§ What you have to do
Present each line of the entries below that holds the word "dead".

§ Data under study
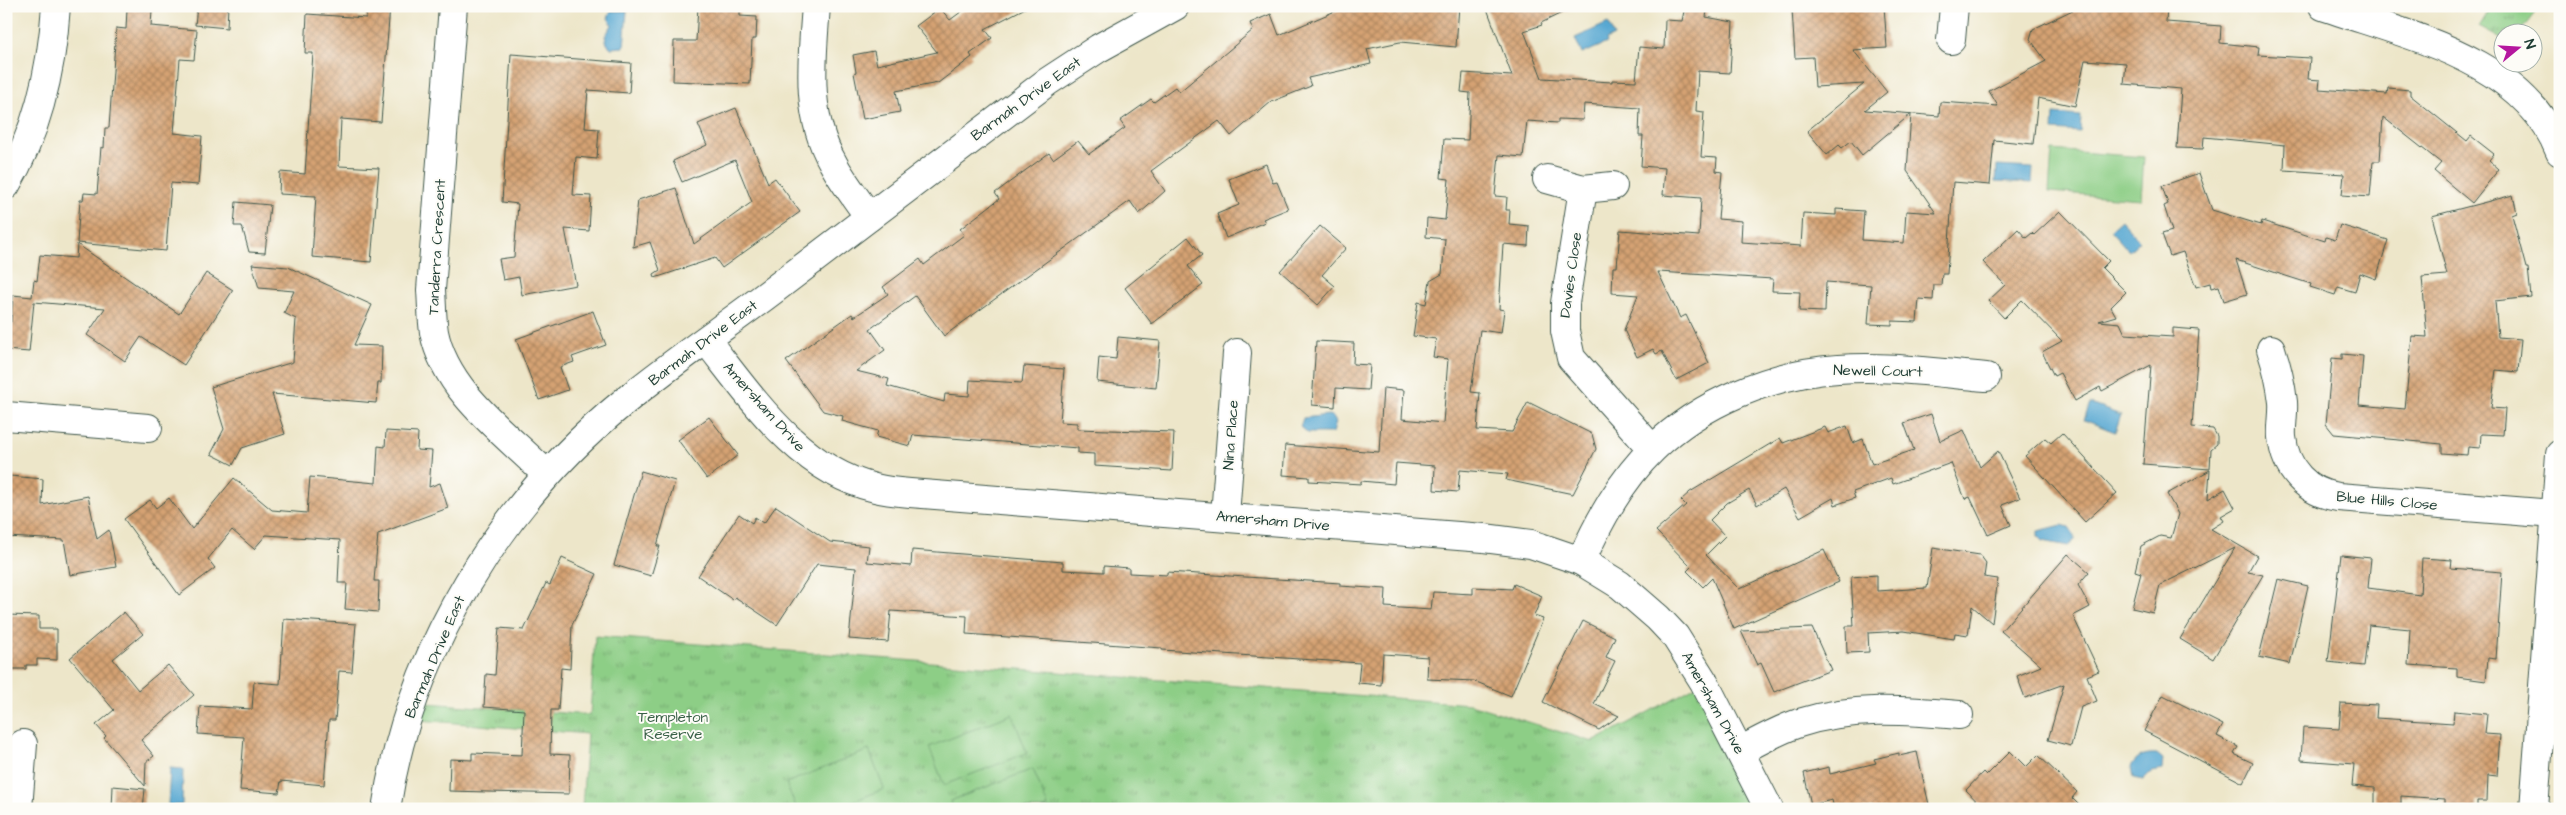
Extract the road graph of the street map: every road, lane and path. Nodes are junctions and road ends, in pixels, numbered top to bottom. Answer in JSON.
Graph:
{"nodes":[{"id":1,"x":56,"y":6,"type":"edge"},
{"id":2,"x":453,"y":6,"type":"edge"},
{"id":3,"x":816,"y":6,"type":"edge"},
{"id":4,"x":1175,"y":6,"type":"edge"},
{"id":5,"x":1954,"y":6,"type":"edge"},
{"id":6,"x":2323,"y":6,"type":"edge"},
{"id":7,"x":1951,"y":40,"type":"dead end"},
{"id":8,"x":2560,"y":152,"type":"edge"},
{"id":9,"x":1547,"y":180,"type":"dead end"},
{"id":10,"x":6,"y":185,"type":"edge"},
{"id":11,"x":1613,"y":186,"type":"dead end"},
{"id":12,"x":1583,"y":189,"type":"junction"},
{"id":13,"x":869,"y":217,"type":"junction"},
{"id":14,"x":706,"y":340,"type":"junction"},
{"id":15,"x":2270,"y":350,"type":"dead end"},
{"id":16,"x":1237,"y":353,"type":"dead end"},
{"id":17,"x":1986,"y":376,"type":"dead end"},
{"id":18,"x":6,"y":416,"type":"edge"},
{"id":19,"x":148,"y":428,"type":"dead end"},
{"id":20,"x":1652,"y":449,"type":"junction"},
{"id":21,"x":2560,"y":454,"type":"edge"},
{"id":22,"x":547,"y":475,"type":"junction"},
{"id":23,"x":2555,"y":514,"type":"junction"},
{"id":24,"x":1225,"y":516,"type":"junction"},
{"id":25,"x":1581,"y":561,"type":"junction"},
{"id":26,"x":2554,"y":616,"type":"edge"},
{"id":27,"x":1959,"y":715,"type":"dead end"},
{"id":28,"x":23,"y":744,"type":"dead end"},
{"id":29,"x":1740,"y":751,"type":"junction"},
{"id":30,"x":18,"y":809,"type":"edge"},
{"id":31,"x":386,"y":809,"type":"edge"},
{"id":32,"x":1769,"y":809,"type":"edge"},
{"id":33,"x":2534,"y":809,"type":"edge"}],
"edges":[{"from":1,"to":10,"type":"street"},
{"from":2,"to":22,"type":"street","name":"Tanderra Crescent"},
{"from":3,"to":13,"type":"street"},
{"from":4,"to":13,"type":"street","name":"Barmah Drive East"},
{"from":5,"to":7,"type":"street"},
{"from":6,"to":8,"type":"street"},
{"from":9,"to":12,"type":"street"},
{"from":11,"to":12,"type":"street"},
{"from":12,"to":20,"type":"street","name":"Davies Close"},
{"from":13,"to":14,"type":"street","name":"Barmah Drive East"},
{"from":14,"to":22,"type":"street","name":"Barmah Drive East"},
{"from":14,"to":24,"type":"street","name":"Amersham Drive"},
{"from":15,"to":23,"type":"street","name":"Blue Hills Close"},
{"from":16,"to":24,"type":"street","name":"Nina Place"},
{"from":17,"to":20,"type":"street","name":"Newell Court"},
{"from":18,"to":19,"type":"street"},
{"from":20,"to":25,"type":"street","name":"Newell Court"},
{"from":21,"to":23,"type":"street"},
{"from":22,"to":31,"type":"street","name":"Barmah Drive East"},
{"from":23,"to":26,"type":"street"},
{"from":24,"to":25,"type":"street","name":"Amersham Drive"},
{"from":25,"to":29,"type":"street","name":"Amersham Drive"},
{"from":26,"to":33,"type":"street"},
{"from":27,"to":29,"type":"street"},
{"from":28,"to":30,"type":"street"},
{"from":29,"to":32,"type":"street","name":"Amersham Drive"}]}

§ Output of the exercise
{"id":7,"x":1951,"y":40,"type":"dead end"},
{"id":9,"x":1547,"y":180,"type":"dead end"},
{"id":11,"x":1613,"y":186,"type":"dead end"},
{"id":15,"x":2270,"y":350,"type":"dead end"},
{"id":16,"x":1237,"y":353,"type":"dead end"},
{"id":17,"x":1986,"y":376,"type":"dead end"},
{"id":19,"x":148,"y":428,"type":"dead end"},
{"id":27,"x":1959,"y":715,"type":"dead end"},
{"id":28,"x":23,"y":744,"type":"dead end"},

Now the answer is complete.